**EXERCISE**
Look for the string "North" in the listing below and copy every line in which it appears.

**INFORMATION GIVEN**

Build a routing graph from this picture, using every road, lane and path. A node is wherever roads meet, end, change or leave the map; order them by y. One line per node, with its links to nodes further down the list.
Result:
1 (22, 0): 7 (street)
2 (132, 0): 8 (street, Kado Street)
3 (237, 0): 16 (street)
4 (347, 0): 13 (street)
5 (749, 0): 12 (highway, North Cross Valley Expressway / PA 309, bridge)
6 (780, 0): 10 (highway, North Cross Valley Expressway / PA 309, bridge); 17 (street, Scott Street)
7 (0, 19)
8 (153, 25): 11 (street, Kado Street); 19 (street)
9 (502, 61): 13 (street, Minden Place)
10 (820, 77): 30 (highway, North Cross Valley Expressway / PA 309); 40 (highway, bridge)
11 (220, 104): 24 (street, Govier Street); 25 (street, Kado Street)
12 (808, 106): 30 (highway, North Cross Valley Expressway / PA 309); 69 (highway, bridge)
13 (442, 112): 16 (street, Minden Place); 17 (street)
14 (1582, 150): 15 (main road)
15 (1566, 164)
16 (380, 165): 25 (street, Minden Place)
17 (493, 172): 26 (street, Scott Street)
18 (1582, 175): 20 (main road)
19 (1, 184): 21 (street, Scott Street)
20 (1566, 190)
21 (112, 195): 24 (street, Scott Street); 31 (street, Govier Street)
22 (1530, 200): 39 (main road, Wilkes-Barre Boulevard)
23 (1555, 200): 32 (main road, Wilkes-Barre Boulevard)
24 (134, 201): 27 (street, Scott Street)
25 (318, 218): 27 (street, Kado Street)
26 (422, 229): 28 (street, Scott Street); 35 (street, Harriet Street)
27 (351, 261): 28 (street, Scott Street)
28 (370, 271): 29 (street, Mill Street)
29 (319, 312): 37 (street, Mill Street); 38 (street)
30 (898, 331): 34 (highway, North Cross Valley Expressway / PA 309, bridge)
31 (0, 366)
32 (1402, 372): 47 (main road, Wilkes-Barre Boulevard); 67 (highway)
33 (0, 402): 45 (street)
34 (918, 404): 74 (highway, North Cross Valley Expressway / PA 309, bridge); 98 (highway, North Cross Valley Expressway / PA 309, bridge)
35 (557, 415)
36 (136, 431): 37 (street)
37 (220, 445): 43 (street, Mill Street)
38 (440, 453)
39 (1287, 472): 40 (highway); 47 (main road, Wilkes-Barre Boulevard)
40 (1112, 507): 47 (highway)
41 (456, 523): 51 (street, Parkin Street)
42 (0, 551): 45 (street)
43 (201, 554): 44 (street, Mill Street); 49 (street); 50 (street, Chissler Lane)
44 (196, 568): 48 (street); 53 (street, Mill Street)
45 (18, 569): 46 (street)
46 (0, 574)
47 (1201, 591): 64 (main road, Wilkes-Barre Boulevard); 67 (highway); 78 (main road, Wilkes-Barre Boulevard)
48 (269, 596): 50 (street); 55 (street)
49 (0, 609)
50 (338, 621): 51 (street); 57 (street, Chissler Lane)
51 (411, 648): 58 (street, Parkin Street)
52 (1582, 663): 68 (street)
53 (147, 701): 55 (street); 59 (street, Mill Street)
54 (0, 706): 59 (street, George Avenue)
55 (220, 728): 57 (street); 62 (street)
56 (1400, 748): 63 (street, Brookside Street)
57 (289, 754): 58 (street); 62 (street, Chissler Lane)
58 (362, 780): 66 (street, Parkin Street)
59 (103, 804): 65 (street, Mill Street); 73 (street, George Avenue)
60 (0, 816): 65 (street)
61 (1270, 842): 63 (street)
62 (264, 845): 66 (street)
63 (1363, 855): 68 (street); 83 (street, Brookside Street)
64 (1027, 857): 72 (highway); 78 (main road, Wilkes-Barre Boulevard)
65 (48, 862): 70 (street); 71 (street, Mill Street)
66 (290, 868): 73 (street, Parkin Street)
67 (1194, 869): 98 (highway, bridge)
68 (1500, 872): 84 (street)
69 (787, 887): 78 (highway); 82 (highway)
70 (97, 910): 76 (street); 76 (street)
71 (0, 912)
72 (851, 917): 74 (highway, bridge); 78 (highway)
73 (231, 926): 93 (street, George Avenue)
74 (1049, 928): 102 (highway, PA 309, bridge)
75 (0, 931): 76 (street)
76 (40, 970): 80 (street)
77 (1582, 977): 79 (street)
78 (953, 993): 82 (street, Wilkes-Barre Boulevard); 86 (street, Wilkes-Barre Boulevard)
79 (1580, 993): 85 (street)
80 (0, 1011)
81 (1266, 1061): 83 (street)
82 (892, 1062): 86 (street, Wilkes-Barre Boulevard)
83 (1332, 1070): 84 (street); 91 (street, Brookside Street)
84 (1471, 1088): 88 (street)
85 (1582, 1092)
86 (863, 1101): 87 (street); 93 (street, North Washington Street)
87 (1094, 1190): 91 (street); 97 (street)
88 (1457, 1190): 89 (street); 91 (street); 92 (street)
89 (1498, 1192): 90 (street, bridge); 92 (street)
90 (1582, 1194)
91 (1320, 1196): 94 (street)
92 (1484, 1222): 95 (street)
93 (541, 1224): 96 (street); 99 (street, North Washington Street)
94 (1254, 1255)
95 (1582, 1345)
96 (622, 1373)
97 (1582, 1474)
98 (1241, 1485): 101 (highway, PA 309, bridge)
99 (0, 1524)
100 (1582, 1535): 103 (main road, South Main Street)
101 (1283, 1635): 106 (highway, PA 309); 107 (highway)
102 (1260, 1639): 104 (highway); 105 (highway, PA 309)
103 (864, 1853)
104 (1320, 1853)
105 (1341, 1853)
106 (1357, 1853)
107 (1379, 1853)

**FINISHED TASK**
5 (749, 0): 12 (highway, North Cross Valley Expressway / PA 309, bridge)
6 (780, 0): 10 (highway, North Cross Valley Expressway / PA 309, bridge); 17 (street, Scott Street)
10 (820, 77): 30 (highway, North Cross Valley Expressway / PA 309); 40 (highway, bridge)
12 (808, 106): 30 (highway, North Cross Valley Expressway / PA 309); 69 (highway, bridge)
30 (898, 331): 34 (highway, North Cross Valley Expressway / PA 309, bridge)
34 (918, 404): 74 (highway, North Cross Valley Expressway / PA 309, bridge); 98 (highway, North Cross Valley Expressway / PA 309, bridge)
86 (863, 1101): 87 (street); 93 (street, North Washington Street)
93 (541, 1224): 96 (street); 99 (street, North Washington Street)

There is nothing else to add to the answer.